More still the eagerness for violence, riots, barging down doors, disrupting lives - this I oppose.

These beliefs are shaped by my upbringing and work in Il Modo's slums, dealing with plague, malnutrition, and poverty. There are no quick and easy solutions in that world. Only rolling up our sleeves with direct action. 

I have said all of this since the beginning. 

So why did I leave the White League?

Many knew it was a long time coming, and I will not waste much of your time explaining. Hostility from within the League for being a priestess of the Dome. Unwillingness to compromise, sabotaging our own ability to make meaningful progress. Wariness of the favored candidate. 

I mentioned it to you in person, but my reason for accepting a Gold badge was simple. To ensure that there would be personal accountability and agreements to improve the rights of the Voiceless in the case of a Gold victory by Dante. To advocate for the Voiceless, for the common people. To be an internal voice towards something good rather than merely giving in to the binary of elections. Dante offered real improvements for the rights of the Voiceless, and I will hold him to his word. I will continue to advocate for better, within and without the Gold League. Whether I will stay in the Gold League will depend on how successful this is.

I do not expect you to agree with me, or even to change your mind that I am some insidious being. But I hope you will at least try to understand why I have made my choices. Perhaps they are the choices of a naïve girl, but they are made with measured hope.

As for stars and Disasters, I encountered a strange golden star upon my arrival here in the Well. I will not pretend to be able to tell whether it is genuinely of the stars or simply crystal. Whether by chance or perhaps fate, there it simply was for me. I have been meaning to bring it by the Tower for study as so far no scholar of the stars has been able to answer its nature to me. 

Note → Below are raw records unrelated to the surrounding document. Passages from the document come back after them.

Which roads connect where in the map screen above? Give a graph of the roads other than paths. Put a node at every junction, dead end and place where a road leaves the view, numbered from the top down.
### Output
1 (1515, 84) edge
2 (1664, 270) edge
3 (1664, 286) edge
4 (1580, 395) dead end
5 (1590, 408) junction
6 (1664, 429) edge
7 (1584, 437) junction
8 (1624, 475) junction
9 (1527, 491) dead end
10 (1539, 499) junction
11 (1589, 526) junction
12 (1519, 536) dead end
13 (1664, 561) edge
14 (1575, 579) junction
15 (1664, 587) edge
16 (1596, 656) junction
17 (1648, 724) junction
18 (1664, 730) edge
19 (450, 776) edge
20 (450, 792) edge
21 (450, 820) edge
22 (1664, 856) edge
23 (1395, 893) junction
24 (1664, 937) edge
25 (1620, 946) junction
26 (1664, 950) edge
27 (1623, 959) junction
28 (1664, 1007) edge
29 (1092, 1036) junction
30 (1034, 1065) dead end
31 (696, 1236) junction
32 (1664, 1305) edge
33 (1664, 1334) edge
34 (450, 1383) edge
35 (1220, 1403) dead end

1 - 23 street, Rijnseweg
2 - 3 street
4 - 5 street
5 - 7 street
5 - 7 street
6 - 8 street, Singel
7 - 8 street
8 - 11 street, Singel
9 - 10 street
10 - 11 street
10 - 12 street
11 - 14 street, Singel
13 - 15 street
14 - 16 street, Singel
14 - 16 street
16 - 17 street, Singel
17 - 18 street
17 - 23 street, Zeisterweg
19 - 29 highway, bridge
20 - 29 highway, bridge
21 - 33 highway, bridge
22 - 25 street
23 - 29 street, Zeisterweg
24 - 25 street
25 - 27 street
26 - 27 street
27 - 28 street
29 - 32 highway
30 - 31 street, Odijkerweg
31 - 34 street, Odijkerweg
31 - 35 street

I wondered, too, what you wrote of Disaster. I understand that our world is dying, and I know there must be more to healing it than we know. My faith is one of the stars, and I suspect the answers are somewhere out there in that great unknown.

May the Mercystar shine gently on you,


cmenden

Dear Fiordelise,

I imagine writing this letter must have amused you greatly. So be it.

You know as well as I do, and for precisely the same reasons, that you cannot change an organization from within. I was unable to prevent the Disaster in world lines where I attempted to plead with those most responsible.

I do not buy for a moment that you believe the Gold League can be changed.

And "trapped in a body"? You have taken our entire existence and twisted it into some new form. But I get it. The best lies always contain a grain of truth.

Your monster is an arrogant creature. I wouldn't be surprised at all if you do not control him as well as you think you do.

What line will he cross that will force you to intervene? What will he do that will cause you to shift approaches lest it ruin everything you have built here?

I look forward to finding out, especially if I am able to see the expression on your face.

Regards,
Estellise Azimi

NeedForGreed

Estellise,

I meant that I was in a wheelchair as a girl, signora.

I wish the best for you, and hope that you find peace from what seems to trouble you.

Fiordelise

cmenden

Dear Fiordelise,

Despite your power and experience, you would do well to remember that this is my world line.

It will take more power than even you possess to best me here.

Regards,
Estellise Azimi

NeedForGreed

[Estellise's note is folded up into a star shape and returned without comment.]